On the Escolta I met Bro. A. J. Merritt, a Salvationist who was converted about 8 months ago in San Francisco No. 2. He is a recent arrival. Is in the Government service as a boss packer. Has charge of Pack Train No. 2, with 13 men & 65 mules under him. Had years of experience as a Gov’t Packer in mountain countries. Expects to leave for Lawton’s command in 2 or 3 days. I believe Merritt is a good man – anyway he looks it. Also said he read my Philippine articles in the War Crys, and that the soldiers & comrades of No. 2 and 6 send regards to me.

Dropped in the “Freedom” office & bought 3 backnumbers; also bought or rather paid in advance for 2 copies of the extra edition for circulation in the U.S.; 1 copy is to be sent to Lt.-Col. Wm Brener, 124 W. 14th St. New York & 1 to the Lt.-Col. Wm Evans, San Francisco paid 30 cts. Mex a copy, which includes postages.

Commenced an article for “All the World”. Wrote 8 pages. yesterday evening there came in on the train from the north. 2 Filipino officers, Col. Manuel Arguello [Arguelles] & Lieut.-Col. Jose Vernal [Bernal], to see Major General Otis regarding terms of peace. Rumor, newspaper & verbal says Aguinaldo wishes a cessation of hostilities until the Filipino Congress meets in May, when they will consider his proposition. Otis listened but granted not the request.

Friday, April 28th, 1899

Manila, Luzon Island – Entry made in parlor of No. 2 Calle Santa Elena, Tondo

Feel weary and hot tonight as I sit down to pen this day’s record.
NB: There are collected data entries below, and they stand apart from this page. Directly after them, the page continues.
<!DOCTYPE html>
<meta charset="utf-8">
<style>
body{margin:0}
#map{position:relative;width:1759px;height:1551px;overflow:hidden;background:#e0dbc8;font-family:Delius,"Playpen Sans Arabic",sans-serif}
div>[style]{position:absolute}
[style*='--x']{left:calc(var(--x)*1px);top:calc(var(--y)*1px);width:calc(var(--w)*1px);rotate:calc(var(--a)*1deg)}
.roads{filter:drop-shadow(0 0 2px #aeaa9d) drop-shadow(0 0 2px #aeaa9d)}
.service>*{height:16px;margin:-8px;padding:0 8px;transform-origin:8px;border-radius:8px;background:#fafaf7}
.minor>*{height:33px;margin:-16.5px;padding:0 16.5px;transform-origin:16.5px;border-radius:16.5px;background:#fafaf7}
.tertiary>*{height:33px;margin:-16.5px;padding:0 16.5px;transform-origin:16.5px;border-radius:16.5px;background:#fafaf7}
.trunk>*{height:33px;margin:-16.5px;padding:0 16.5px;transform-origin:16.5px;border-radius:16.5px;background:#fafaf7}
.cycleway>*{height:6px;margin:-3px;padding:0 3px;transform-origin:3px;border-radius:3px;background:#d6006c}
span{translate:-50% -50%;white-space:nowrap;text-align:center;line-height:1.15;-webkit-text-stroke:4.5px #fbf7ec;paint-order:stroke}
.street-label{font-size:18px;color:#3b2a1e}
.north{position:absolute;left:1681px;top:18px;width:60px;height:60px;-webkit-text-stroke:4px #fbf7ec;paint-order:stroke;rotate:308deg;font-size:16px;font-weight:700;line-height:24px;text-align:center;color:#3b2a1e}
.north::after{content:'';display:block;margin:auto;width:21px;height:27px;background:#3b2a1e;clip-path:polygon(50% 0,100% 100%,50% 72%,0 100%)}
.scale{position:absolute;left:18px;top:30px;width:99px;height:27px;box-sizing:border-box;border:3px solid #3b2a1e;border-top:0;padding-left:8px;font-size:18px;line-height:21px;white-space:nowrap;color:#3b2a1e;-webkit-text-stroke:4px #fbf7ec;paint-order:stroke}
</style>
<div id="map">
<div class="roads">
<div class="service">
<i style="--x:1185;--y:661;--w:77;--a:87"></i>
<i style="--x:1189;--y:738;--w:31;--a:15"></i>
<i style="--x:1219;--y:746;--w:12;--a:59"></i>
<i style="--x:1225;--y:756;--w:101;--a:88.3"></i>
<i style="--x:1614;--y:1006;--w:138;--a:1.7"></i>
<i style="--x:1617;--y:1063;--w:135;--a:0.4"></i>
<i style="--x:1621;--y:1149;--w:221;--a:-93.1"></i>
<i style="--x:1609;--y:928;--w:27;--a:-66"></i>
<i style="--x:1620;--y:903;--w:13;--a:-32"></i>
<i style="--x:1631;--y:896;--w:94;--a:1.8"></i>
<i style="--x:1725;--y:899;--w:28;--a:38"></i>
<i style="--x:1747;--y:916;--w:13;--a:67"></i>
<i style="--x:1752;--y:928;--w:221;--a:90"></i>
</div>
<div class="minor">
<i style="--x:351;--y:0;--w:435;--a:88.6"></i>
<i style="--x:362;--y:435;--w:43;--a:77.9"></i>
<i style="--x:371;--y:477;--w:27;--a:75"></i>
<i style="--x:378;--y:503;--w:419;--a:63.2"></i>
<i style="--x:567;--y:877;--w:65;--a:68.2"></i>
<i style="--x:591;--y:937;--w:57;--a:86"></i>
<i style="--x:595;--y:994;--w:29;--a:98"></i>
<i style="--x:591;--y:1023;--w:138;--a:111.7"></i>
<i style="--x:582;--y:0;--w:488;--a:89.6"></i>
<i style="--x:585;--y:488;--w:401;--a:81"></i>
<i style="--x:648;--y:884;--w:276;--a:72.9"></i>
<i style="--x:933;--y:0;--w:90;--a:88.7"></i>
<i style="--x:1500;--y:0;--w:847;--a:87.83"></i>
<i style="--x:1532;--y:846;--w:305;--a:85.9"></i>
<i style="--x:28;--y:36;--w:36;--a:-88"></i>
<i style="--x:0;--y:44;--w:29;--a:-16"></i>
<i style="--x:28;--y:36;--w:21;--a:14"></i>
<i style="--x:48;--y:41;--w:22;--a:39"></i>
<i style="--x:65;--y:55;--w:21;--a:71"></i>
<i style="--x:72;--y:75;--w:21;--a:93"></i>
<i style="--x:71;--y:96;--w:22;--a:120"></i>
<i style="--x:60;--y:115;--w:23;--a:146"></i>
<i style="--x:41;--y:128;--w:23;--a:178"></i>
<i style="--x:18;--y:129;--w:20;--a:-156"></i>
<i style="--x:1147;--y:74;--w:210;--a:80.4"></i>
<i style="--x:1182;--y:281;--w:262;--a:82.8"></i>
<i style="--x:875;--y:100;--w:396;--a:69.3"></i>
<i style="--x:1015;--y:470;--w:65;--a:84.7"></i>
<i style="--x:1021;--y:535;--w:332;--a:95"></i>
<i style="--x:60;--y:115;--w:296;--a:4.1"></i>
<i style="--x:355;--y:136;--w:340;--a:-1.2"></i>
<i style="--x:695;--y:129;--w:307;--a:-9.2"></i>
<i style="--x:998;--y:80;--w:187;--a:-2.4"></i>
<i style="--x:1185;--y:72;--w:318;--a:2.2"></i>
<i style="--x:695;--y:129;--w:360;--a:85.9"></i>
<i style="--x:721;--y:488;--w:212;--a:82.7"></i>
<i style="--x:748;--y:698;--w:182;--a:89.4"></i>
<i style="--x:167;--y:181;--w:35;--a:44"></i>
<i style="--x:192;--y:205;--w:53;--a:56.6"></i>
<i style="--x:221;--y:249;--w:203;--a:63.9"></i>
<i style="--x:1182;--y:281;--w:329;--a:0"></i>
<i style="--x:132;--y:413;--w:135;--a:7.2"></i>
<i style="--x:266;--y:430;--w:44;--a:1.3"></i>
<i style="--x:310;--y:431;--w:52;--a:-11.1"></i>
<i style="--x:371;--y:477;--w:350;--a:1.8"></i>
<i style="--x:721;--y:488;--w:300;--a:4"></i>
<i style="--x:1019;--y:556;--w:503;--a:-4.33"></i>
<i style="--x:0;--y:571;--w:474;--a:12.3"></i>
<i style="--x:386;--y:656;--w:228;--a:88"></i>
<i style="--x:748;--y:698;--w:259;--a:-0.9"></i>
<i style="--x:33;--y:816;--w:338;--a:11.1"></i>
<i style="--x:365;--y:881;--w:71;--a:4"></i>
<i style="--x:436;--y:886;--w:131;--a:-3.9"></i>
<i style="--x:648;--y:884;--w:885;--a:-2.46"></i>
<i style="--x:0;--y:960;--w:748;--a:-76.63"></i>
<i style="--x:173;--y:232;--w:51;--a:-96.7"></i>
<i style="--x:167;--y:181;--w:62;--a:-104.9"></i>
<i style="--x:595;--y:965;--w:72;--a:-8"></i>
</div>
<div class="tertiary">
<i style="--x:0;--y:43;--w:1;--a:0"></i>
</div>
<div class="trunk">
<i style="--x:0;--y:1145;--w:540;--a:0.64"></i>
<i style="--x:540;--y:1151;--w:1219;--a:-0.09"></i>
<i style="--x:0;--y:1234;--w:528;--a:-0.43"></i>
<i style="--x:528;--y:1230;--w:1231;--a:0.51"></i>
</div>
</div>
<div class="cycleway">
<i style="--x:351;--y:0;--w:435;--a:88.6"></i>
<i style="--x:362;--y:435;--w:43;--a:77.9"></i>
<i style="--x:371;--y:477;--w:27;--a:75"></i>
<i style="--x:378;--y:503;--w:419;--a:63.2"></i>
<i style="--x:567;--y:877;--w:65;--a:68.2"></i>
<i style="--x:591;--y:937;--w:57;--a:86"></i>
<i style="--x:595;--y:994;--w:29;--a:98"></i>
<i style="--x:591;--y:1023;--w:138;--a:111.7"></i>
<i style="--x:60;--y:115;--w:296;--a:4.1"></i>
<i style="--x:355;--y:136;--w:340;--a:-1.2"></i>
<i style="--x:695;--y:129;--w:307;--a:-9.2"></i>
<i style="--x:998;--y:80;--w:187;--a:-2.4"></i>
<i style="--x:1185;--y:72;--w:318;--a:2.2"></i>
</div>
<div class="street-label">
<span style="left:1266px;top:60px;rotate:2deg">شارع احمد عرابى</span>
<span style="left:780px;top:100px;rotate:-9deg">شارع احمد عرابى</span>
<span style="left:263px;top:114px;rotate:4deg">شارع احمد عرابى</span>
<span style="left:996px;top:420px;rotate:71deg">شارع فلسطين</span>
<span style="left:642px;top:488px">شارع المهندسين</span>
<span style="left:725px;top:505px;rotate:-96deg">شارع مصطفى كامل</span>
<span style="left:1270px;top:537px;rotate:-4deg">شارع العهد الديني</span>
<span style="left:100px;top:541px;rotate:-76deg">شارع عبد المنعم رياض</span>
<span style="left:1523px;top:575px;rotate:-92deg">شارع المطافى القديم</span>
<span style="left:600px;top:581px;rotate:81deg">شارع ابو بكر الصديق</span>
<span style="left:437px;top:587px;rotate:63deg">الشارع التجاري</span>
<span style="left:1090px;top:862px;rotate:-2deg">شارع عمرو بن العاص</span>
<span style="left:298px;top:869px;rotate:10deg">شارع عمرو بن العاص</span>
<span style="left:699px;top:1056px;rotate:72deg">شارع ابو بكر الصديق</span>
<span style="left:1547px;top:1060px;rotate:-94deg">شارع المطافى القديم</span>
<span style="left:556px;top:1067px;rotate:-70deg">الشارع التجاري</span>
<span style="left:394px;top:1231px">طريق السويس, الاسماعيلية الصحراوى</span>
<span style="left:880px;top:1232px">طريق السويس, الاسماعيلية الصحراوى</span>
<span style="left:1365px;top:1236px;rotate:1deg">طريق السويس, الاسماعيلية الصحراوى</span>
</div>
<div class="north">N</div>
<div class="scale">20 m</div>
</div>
Two chapters in Leviticus, one psalm and prayer started the morning. Cooked breakfast; after eating & cleansing in company with Rev. Owens went down town on the Calle Jolo Street car. Got off in the vicinity of the Imperial Photograph gallery. Purchased 5 unmounted pictures – war scenes – 2 of death in Tondo on the memorable day following the uprising. I likewise left with Senor 2 undeveloped Kodak films for development at $1 Mex per dry negatives. Will print at 10 cents each, Mex. In the afternoon a man came around to No. 2 Calle Santa Elena & took a photo of the first building occupied by the Salvation Army for meetings on the Philippine Islands. Did this because “All the World” wants pictures to illustrate my article. Returned home & laid off a plan of my proposed article for “All the World”, & commenced writing it.

While down town I also purchased some more shells for my collection, rare species or varieties. Also bot’ groceries.

Mrs. Owens & Romana Francia bought a piece of cloth for me & gave Romana the job to make a Filipino woman’s jacket. I have a couple of skirts & want to complete the suits. They may be of use to me in street marches in the United States, providing I am detailed to lecture on the Philippines.

About sunset Private Harry Kline of K Co. 1st California Vol. Inf., called to see me. We talked of home news, his falling away from the Lord Jesus etc. Part of the time during the conversation, I was engaged cooking supper in the kitchen. Supper cooked Kline knelt down with me on brick floor & I prayed the blessed God to heal his backsliding. K. promised to return some day, but would not make today the time.